ESPN.com: The bike flip hasn't been pursued by a lot of other riders. What makes you pursue a trick that most people choose to avoid?
Warden: One of the best descriptions I've heard someone come up with is that the bike flip is like a controlled crash. And I couldn't agree more. So much is going on during a bike flip, and most of the time, they hardly ever feel the same. I think a big reason why most people avoid the trick is because it's something you will never have dialed. It's a really inconsistent trick, especially going straight. I've seen a lot of people toy with them, and just decide to leave it alone.
What variations have you helped develop with the bike flip?

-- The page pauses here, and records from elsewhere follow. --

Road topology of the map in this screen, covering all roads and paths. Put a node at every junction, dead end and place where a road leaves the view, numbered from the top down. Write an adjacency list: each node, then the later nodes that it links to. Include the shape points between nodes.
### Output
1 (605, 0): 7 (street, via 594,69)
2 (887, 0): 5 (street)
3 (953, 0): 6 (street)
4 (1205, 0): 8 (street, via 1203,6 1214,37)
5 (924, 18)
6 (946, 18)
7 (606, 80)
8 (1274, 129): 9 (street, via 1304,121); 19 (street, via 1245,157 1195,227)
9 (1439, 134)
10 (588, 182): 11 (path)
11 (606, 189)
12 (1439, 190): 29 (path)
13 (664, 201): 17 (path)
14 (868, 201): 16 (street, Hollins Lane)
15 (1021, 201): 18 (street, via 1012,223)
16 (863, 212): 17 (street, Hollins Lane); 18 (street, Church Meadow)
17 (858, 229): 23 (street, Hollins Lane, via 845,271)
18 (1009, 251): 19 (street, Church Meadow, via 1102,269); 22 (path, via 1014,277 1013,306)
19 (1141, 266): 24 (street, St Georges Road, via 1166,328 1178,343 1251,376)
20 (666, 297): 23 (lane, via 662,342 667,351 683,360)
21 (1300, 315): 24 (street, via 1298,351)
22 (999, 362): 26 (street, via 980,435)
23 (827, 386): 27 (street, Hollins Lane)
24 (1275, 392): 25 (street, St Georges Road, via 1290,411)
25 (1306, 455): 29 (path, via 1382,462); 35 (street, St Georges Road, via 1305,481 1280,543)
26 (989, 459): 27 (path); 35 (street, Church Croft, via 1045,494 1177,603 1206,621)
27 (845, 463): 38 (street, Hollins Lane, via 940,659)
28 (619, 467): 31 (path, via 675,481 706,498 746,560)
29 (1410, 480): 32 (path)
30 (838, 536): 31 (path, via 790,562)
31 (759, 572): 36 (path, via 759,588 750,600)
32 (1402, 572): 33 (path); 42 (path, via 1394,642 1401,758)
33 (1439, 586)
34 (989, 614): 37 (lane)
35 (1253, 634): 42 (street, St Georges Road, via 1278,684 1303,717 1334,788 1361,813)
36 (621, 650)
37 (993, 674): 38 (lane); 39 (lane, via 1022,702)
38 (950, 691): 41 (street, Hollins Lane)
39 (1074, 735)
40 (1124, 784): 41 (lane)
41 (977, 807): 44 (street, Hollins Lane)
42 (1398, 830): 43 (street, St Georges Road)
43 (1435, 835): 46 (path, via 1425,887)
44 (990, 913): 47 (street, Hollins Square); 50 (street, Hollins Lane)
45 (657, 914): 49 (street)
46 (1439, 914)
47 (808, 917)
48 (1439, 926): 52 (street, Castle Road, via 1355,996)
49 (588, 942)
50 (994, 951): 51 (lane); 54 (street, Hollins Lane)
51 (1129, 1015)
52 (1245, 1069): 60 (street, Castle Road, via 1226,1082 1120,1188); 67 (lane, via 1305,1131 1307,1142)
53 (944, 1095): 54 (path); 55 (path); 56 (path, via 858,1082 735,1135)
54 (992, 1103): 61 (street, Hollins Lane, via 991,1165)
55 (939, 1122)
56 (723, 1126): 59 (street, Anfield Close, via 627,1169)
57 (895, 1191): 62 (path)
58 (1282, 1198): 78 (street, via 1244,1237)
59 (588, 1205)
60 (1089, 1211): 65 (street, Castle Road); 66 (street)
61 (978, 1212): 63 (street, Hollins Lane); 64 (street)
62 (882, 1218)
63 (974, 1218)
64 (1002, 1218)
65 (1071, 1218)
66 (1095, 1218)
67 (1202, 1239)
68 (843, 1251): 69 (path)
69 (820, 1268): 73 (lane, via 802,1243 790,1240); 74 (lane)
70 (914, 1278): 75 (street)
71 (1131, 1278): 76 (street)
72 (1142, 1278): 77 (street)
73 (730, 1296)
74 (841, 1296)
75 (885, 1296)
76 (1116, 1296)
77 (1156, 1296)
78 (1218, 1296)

I haven't come up with too many variations of bike flips. I was the first to do one in it a 360 and the first to do one in a flip. I've been working on a couple other variations that will hopefully come out on the MegaRamp this year. But with that ramp, there's no telling what will happen.
I know you rolled the dice on the MegaRamp last year with the bike flip. Have you landed many on the big ramp?
I've landed about ten flip bikeflips on the MegaRamp. I had pulled three in a row in practice an hour before X Games last year. I guess I used up all the good ones up.
I mentioned this last week after watching your latest video. Have you ever toyed with the bike flip on street, like out of an up rail?
I've messed around with it in the past and could never get it done, but I've been on a big street kick lately and hope will find a good spot to make something happen.
What about double bike flips?
A lot of people ask me this question, and I just don't see it. I'm not saying it can't be done, but I don't think you can generate enough momentum in the snap to just let the bike go around twice. And you can't really use your arms like you can on a tailwhip. But who knows what the future holds.
What else is new in the life of Zack Warden and what are your expectations for Asian X Games China?
I've just been keeping busy, trying to get some web edits out and all geared up for this contest season. It's been an amazing winter here in Pennsylvania so far and I'm excited to see what spring will bring. Asian X Games is coming up soon, and it's always a blast to start the year off in Shanghai. I'm just really excited to see what everyone brings to the table in 2012.